Saved data entries:
____________________

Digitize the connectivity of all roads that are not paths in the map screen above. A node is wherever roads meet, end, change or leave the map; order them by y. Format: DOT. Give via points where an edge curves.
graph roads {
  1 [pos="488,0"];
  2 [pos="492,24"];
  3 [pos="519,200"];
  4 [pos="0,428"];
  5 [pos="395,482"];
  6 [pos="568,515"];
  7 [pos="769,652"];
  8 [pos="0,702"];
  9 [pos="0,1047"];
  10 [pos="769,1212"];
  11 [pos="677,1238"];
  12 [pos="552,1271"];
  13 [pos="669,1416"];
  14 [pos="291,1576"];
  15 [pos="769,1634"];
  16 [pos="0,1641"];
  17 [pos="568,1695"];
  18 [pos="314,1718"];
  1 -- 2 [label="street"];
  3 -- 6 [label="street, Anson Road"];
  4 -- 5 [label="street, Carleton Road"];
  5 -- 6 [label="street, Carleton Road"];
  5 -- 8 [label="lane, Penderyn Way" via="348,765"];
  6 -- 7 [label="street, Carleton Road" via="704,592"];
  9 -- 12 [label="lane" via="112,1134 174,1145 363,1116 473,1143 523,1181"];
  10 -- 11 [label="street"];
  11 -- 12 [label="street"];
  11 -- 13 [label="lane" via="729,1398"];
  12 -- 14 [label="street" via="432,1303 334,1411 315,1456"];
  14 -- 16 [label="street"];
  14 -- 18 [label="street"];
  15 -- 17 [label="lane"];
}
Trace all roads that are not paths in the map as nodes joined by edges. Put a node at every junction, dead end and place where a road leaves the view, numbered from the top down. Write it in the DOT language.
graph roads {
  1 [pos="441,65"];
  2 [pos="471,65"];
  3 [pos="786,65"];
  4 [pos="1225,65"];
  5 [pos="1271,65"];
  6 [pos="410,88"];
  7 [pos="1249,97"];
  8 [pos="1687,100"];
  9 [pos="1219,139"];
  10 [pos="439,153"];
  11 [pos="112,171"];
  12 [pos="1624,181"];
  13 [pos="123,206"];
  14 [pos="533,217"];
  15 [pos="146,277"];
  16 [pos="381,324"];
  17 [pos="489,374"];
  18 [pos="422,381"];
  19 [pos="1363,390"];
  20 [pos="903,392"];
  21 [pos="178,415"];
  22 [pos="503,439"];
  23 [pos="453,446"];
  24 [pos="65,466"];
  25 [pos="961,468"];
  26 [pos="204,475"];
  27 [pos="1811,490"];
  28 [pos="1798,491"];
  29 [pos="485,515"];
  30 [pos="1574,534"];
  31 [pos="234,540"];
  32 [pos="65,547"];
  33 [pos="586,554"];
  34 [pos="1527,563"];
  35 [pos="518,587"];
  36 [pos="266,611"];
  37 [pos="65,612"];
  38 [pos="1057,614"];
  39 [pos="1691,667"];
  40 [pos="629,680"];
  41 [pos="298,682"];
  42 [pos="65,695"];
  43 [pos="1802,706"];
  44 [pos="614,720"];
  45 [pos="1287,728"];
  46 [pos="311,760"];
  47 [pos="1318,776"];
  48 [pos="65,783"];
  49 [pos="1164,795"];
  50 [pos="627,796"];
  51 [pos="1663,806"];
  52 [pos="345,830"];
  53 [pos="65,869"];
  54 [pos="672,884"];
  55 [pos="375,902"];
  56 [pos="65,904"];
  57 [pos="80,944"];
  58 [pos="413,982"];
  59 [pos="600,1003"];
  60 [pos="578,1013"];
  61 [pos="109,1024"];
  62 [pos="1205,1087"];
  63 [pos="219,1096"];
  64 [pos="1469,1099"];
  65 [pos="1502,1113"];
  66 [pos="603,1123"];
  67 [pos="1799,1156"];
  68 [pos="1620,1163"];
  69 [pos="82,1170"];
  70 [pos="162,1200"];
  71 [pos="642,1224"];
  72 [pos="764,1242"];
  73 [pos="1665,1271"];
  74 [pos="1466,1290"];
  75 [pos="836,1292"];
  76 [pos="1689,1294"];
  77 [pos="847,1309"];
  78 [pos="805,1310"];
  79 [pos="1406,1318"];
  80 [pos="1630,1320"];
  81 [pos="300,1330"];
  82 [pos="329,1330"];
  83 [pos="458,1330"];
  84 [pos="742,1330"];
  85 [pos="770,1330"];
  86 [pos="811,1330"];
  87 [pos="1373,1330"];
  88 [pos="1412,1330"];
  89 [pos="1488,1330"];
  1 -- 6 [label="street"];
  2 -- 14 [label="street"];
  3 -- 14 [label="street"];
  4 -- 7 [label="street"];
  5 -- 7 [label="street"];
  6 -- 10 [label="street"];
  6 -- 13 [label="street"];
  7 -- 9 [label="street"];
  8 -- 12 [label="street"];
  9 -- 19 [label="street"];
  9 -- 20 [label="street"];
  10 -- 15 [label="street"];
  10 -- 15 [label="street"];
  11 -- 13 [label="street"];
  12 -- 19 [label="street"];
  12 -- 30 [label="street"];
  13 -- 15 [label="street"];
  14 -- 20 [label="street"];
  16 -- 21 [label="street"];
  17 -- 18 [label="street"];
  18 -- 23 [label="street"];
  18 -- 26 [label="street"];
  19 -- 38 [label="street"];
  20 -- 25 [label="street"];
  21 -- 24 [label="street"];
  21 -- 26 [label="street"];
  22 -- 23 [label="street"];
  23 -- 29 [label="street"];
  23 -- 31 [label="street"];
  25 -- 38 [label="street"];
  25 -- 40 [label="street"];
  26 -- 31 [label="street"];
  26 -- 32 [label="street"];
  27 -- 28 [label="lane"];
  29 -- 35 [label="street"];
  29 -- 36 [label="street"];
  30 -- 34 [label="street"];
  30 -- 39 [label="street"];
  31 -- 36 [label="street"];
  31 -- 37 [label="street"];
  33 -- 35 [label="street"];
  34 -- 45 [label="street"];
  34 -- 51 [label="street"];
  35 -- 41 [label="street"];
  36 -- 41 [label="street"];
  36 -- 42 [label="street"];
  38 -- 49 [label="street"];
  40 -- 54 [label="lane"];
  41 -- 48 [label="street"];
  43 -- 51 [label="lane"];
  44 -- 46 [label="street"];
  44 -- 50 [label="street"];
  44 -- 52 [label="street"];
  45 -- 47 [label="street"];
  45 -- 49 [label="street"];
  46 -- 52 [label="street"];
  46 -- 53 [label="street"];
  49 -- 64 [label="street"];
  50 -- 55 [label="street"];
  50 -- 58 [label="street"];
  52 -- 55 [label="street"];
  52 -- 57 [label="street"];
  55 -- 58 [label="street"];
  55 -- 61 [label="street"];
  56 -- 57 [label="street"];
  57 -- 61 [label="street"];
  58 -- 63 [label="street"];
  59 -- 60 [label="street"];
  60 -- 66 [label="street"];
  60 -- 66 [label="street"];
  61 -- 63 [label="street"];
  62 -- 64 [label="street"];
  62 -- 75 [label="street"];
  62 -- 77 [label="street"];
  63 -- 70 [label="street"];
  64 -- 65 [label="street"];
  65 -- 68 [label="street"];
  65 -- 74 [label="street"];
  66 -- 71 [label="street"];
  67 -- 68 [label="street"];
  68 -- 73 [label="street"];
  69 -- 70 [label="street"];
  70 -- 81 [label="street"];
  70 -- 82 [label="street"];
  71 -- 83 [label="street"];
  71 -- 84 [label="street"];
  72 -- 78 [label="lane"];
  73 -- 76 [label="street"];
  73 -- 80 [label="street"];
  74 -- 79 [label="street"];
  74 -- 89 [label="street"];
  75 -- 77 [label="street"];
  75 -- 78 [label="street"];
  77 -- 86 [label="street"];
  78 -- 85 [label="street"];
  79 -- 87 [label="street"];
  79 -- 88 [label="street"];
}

____________________

From the data, collect all lines where the string "node" appears.

Digitize the connectivity of all roads that are not paths in the map screen above. A node is wherever roads meet, end, change or leave the map; order them by y. Format: DOT. Give via points where an edge curves.
Trace all roads that are not paths in the map as nodes joined by edges. Put a node at every junction, dead end and place where a road leaves the view, numbered from the top down. Write it in the DOT language.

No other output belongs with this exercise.